▶ _Assigned task_: Every line of the records below should be restated exactly.

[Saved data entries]
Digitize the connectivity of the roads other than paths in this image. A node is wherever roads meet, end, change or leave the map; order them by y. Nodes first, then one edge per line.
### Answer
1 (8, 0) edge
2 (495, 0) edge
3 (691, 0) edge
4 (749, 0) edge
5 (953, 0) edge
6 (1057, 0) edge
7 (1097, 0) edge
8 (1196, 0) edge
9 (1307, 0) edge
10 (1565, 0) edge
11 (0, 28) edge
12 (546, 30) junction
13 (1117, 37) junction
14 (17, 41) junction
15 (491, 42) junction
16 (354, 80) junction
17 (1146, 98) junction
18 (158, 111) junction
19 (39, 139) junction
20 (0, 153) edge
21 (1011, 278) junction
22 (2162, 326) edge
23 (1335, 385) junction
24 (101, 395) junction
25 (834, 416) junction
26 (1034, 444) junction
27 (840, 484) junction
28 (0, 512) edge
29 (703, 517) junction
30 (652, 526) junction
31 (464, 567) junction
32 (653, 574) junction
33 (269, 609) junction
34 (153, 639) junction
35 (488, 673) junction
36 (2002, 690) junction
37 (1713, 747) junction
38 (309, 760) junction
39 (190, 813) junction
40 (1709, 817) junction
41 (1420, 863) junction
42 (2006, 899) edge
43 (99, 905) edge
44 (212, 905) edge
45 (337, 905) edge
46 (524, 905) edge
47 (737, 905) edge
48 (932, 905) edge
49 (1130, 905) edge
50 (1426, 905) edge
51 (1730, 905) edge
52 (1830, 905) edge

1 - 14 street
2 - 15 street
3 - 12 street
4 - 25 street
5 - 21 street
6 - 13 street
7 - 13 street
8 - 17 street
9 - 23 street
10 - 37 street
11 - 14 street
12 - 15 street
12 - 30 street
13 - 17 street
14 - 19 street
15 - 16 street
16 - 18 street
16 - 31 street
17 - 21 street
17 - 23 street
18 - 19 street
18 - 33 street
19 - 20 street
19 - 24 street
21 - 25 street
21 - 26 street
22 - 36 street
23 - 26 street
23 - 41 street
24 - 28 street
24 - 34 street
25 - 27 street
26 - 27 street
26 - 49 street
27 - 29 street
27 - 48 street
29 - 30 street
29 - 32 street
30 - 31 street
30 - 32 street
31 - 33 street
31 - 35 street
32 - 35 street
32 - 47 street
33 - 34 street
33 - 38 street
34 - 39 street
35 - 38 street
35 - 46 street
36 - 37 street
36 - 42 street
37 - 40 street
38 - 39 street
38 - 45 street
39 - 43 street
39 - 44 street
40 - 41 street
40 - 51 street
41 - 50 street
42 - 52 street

▶ _Reply to the exercise_:
Digitize the connectivity of the roads other than paths in this image. A node is wherever roads meet, end, change or leave the map; order them by y. Nodes first, then one edge per line.
### Answer
1 (8, 0) edge
2 (495, 0) edge
3 (691, 0) edge
4 (749, 0) edge
5 (953, 0) edge
6 (1057, 0) edge
7 (1097, 0) edge
8 (1196, 0) edge
9 (1307, 0) edge
10 (1565, 0) edge
11 (0, 28) edge
12 (546, 30) junction
13 (1117, 37) junction
14 (17, 41) junction
15 (491, 42) junction
16 (354, 80) junction
17 (1146, 98) junction
18 (158, 111) junction
19 (39, 139) junction
20 (0, 153) edge
21 (1011, 278) junction
22 (2162, 326) edge
23 (1335, 385) junction
24 (101, 395) junction
25 (834, 416) junction
26 (1034, 444) junction
27 (840, 484) junction
28 (0, 512) edge
29 (703, 517) junction
30 (652, 526) junction
31 (464, 567) junction
32 (653, 574) junction
33 (269, 609) junction
34 (153, 639) junction
35 (488, 673) junction
36 (2002, 690) junction
37 (1713, 747) junction
38 (309, 760) junction
39 (190, 813) junction
40 (1709, 817) junction
41 (1420, 863) junction
42 (2006, 899) edge
43 (99, 905) edge
44 (212, 905) edge
45 (337, 905) edge
46 (524, 905) edge
47 (737, 905) edge
48 (932, 905) edge
49 (1130, 905) edge
50 (1426, 905) edge
51 (1730, 905) edge
52 (1830, 905) edge

1 - 14 street
2 - 15 street
3 - 12 street
4 - 25 street
5 - 21 street
6 - 13 street
7 - 13 street
8 - 17 street
9 - 23 street
10 - 37 street
11 - 14 street
12 - 15 street
12 - 30 street
13 - 17 street
14 - 19 street
15 - 16 street
16 - 18 street
16 - 31 street
17 - 21 street
17 - 23 street
18 - 19 street
18 - 33 street
19 - 20 street
19 - 24 street
21 - 25 street
21 - 26 street
22 - 36 street
23 - 26 street
23 - 41 street
24 - 28 street
24 - 34 street
25 - 27 street
26 - 27 street
26 - 49 street
27 - 29 street
27 - 48 street
29 - 30 street
29 - 32 street
30 - 31 street
30 - 32 street
31 - 33 street
31 - 35 street
32 - 35 street
32 - 47 street
33 - 34 street
33 - 38 street
34 - 39 street
35 - 38 street
35 - 46 street
36 - 37 street
36 - 42 street
37 - 40 street
38 - 39 street
38 - 45 street
39 - 43 street
39 - 44 street
40 - 41 street
40 - 51 street
41 - 50 street
42 - 52 street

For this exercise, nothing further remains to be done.